A Secure Cloud-Based Intranet

04.26.2012 | Posted by Joan Pepin, Director of Security

For the last two years, Sumo Logic has been (quietly) building a secure, massively scalable, multi-tenant data management and analytics platform in the cloud. For us at Sumo Logic, the Cloud is a concept we believe in and have internalized deeply into our culture, our processes and infrastructure.  In our office we only own two equipment racks, and they are less than half full. The boxes there are our back-up server, some security gear, a VOIP box, and a single small server to provide network and AAA services for the LAN. We have ‘dogfooded’ not only our own product here (we make extensive use of our own product for troubleshooting and operations, see Stefan Zier’s series “Sumo on Sumo”), but the entire idea of the cloud itself. From our email and build environment, through our CRM and our product itself, we live in the Cloud. Through adopting best practices and developing some of our own we operate there in a way that is designed to be secure, and I’d like to share some of the insights we’ve picked up along the way.
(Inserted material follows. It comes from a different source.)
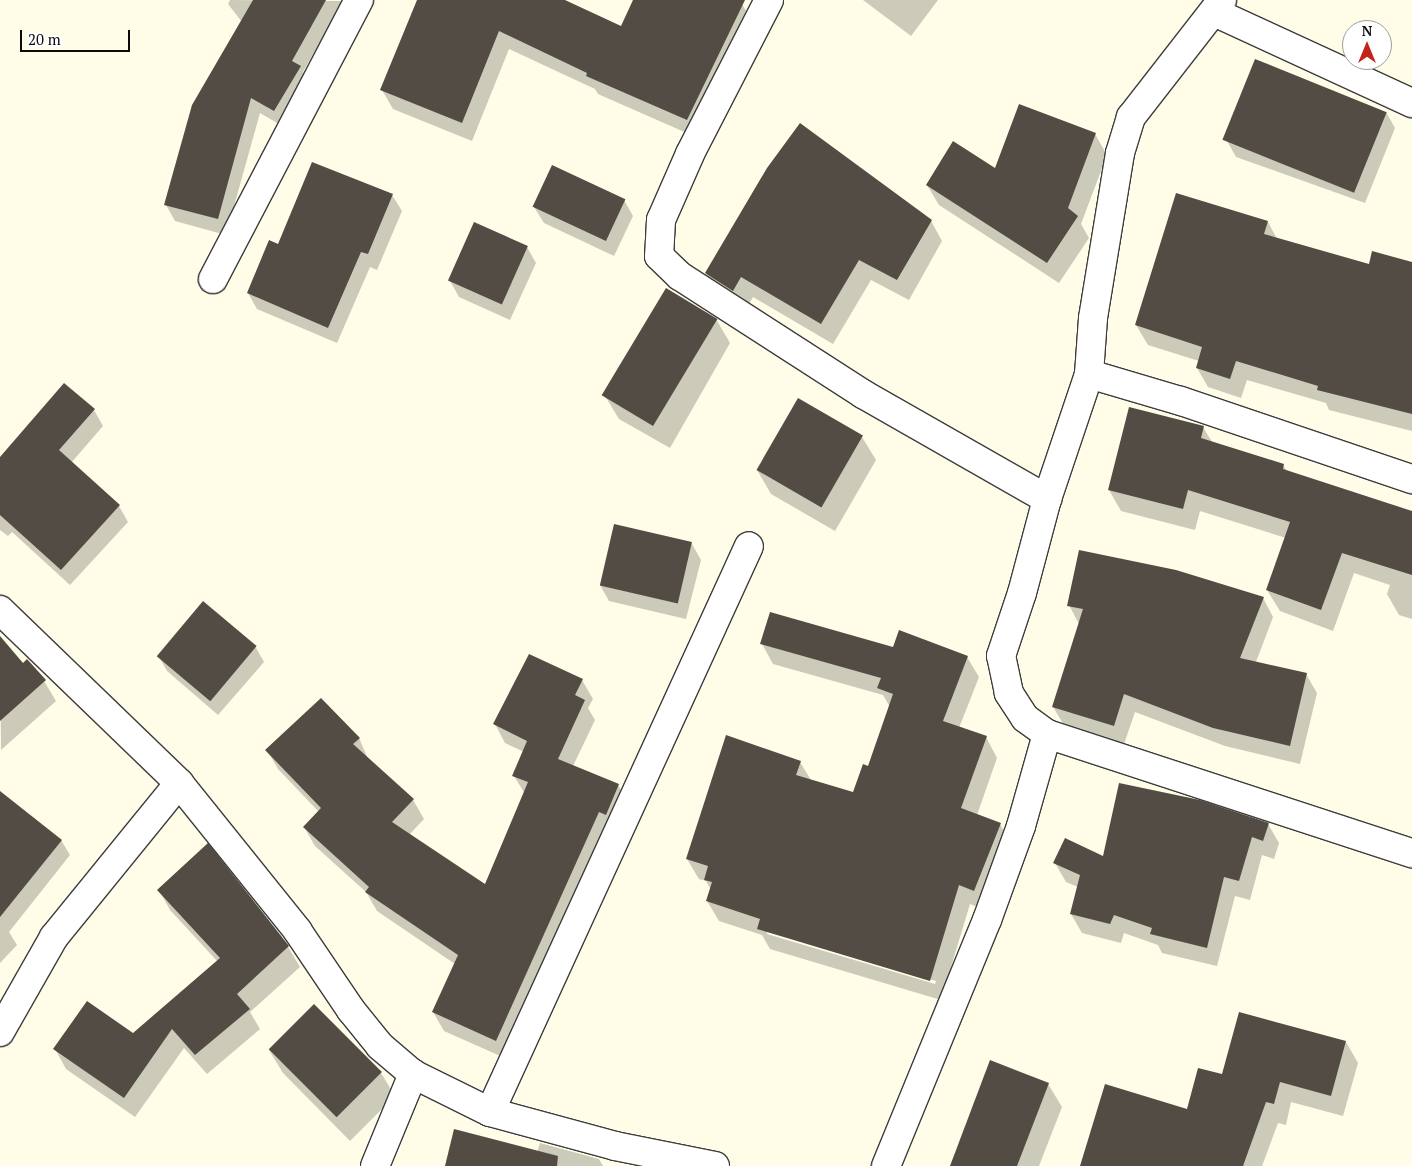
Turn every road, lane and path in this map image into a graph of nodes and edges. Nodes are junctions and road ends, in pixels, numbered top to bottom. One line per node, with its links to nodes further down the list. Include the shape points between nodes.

Of course, the “Cloud” is a nebulous term ;) and here at Sumo Logic we use several different types of cloud-based services, which mostly break down into two categories; SaaS and IaaS. On the SaaS side, we have our email and CRM, testing, support and billing and as well as a number of services we use to monitor and alert on our service availability, and on the IaaS side, we use AWS to host our build environment and its associated bug-tracker, wiki and code-repository. One of the many advantages to this model is exemplified by our build environment (Hudson). Hosting this in EC2 provides us with great flexibility in bringing up new build-slaves at peak times, such as before a major release or branch. 

In general, the SaaS providers we use provide excellent security features. For instance, we mandate the use of two-factor authentication and strong passwords for access to Sumo Logic email, and our provider has a rich variety of security controls and features such as the two-factor authentication that we can (and do) leverage. This is much simpler than keeping this level of security would be if we ran the whole mess ourselves :)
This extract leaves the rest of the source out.